Alexander cautioned the criminals during the police’s Beyond The Tape TV programme, which is recorded at Express House.
Speaking with Newsday on Thursday, WebSource CEO Lincoln Maharaj said the criminals kept the majority of the items they had stolen, and padded the garbage bags with “fillers.”
On Tuesday, police said a 35-year-old security guard who works for Dynamite Security Services was on duty at the WebSource compound at the Trincity Business Park that morning when five bandits, two of whom had guns, stormed the guard booth and announced a robbery.
They tied up the guard and cut open several metal doors to different warehouses, stealing packages and escaping in two Toyota Hiace vans. One van was found emptied and abandoned at Wharton Street, at around 10.45 am, and the other on Sylbert Street, Laventille, at around 11 am.
“The bandits or whoever was in receipt of the packages, they were clever enough to send garbage. What they surrendered is not what was entirely stolen. When we checked we realised that those things were probably things stolen in another job, and now was a good time to get rid of it.”
Maharaj said the stolen goods included 12 televisions, iPads, car parts and clothes.
What was returned included Christmas decorations belonging to him, a playpen set and a printer, stationery and copybooks.
Maharaj said his love for his customers made him decide to reimburse every customer affected who provided the necessary documentation to prove their package was stolen. He said he was not waiting on insurance, but was footing the bill upfront and will receive his compensation whenever insurance pays.
This, he said, goes for all affected, whether they took out insurance on their packages or not. Cheques will be delivered from Friday, he said, and customers had already been contacted to collect their refund.
“When I was told what I happened, I was contented to hear they only stole two vans. What really hit me a punch in my gut is when we realised they went in the warehouse and thief some items.
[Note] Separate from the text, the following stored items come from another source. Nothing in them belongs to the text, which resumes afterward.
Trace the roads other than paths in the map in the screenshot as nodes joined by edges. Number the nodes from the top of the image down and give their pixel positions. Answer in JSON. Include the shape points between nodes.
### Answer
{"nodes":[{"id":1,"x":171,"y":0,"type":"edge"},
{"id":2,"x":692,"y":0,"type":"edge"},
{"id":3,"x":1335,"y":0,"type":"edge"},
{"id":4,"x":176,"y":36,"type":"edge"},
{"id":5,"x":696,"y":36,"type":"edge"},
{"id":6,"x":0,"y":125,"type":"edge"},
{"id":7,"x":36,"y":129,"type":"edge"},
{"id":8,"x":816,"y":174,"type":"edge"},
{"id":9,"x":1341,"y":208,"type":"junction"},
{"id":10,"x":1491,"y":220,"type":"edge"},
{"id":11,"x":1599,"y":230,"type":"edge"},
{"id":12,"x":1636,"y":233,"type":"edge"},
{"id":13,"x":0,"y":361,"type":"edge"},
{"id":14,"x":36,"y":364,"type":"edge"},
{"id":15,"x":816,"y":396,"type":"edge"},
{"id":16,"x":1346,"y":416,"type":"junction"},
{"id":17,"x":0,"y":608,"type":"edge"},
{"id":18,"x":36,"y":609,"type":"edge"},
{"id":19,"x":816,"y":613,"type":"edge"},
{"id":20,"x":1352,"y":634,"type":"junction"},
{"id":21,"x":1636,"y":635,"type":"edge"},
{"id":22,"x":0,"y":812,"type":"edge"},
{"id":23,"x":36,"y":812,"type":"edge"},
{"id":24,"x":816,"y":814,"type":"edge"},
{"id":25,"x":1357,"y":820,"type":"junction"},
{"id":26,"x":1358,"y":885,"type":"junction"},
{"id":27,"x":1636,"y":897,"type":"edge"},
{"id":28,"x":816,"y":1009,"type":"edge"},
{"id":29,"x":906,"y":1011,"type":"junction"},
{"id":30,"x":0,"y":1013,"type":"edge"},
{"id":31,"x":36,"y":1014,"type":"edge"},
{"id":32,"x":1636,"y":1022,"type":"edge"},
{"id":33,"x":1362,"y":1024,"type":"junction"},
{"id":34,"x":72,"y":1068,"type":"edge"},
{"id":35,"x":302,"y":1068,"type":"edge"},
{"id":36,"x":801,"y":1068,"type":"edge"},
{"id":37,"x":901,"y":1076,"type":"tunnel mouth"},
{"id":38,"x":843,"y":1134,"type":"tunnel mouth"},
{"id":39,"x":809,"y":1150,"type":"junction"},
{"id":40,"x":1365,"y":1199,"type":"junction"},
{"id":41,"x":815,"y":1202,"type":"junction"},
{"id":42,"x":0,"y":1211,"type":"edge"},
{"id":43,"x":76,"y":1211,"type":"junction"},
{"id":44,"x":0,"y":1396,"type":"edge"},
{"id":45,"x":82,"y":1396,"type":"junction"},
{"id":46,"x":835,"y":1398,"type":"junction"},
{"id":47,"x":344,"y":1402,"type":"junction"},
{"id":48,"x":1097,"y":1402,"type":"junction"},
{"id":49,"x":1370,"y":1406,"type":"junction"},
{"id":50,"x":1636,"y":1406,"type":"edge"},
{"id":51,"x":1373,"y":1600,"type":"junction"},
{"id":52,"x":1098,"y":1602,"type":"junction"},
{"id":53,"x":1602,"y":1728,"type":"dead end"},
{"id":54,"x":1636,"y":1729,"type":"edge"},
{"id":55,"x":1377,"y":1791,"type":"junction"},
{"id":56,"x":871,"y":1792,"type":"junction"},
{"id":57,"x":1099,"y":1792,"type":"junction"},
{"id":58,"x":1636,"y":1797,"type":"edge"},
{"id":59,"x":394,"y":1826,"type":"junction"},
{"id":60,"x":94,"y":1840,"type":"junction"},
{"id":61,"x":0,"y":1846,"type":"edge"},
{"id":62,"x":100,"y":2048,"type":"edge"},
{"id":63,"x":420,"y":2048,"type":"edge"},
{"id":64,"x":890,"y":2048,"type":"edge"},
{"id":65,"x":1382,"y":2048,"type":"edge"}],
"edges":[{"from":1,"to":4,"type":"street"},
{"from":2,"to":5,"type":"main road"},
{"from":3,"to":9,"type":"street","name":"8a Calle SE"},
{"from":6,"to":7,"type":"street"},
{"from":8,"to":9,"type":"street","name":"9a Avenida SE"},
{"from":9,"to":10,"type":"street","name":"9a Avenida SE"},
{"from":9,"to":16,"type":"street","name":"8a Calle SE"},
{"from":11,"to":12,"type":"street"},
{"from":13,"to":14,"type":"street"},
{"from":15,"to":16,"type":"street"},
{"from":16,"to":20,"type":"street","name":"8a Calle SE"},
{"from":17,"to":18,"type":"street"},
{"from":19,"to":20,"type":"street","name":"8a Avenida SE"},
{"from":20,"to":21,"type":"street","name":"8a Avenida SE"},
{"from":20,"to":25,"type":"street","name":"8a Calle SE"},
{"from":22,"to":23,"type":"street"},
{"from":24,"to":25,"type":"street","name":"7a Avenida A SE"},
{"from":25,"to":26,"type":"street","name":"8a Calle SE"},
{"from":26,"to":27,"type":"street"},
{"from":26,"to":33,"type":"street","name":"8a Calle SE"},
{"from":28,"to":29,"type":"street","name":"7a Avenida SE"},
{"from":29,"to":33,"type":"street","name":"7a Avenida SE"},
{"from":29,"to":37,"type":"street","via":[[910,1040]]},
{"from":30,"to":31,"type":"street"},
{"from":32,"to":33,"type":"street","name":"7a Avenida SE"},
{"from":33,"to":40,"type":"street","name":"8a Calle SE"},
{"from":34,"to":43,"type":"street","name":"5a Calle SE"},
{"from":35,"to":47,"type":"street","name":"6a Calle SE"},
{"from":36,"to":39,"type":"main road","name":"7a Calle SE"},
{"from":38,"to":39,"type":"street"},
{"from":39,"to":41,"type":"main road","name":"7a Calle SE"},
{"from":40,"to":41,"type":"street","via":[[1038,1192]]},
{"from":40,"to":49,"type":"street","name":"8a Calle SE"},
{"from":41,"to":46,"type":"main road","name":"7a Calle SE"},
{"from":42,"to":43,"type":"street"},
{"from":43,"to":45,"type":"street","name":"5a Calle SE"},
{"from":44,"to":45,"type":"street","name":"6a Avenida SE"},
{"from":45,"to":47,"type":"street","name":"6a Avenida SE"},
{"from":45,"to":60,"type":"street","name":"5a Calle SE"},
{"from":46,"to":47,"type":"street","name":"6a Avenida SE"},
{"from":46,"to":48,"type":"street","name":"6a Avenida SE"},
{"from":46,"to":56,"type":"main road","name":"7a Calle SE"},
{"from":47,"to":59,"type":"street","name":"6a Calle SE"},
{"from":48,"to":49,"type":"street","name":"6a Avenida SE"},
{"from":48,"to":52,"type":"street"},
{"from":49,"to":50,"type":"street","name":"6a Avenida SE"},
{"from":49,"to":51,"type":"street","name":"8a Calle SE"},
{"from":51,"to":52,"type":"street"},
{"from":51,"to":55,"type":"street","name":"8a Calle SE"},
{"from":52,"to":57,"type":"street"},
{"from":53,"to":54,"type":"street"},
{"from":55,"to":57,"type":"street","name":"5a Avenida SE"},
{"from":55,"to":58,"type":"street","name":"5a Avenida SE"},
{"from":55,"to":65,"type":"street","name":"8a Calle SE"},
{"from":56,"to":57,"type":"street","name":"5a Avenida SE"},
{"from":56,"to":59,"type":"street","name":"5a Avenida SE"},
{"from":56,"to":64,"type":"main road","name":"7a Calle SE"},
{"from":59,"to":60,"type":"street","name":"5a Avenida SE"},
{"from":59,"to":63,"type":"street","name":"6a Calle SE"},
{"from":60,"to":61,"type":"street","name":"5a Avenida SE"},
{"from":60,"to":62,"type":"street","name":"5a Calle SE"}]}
I was willing to lose two new vans worth $500,000 (rather) than the customers’ goods valued at only $250,000.”
Maharaj said his company has fortified its security to ensure this does not recur.
Responding to social media concerns that people could use this incident to get out of buying gifts for Christmas, Maharaj said the reimbursement will allow them to buy replacements, so there will be no excuses.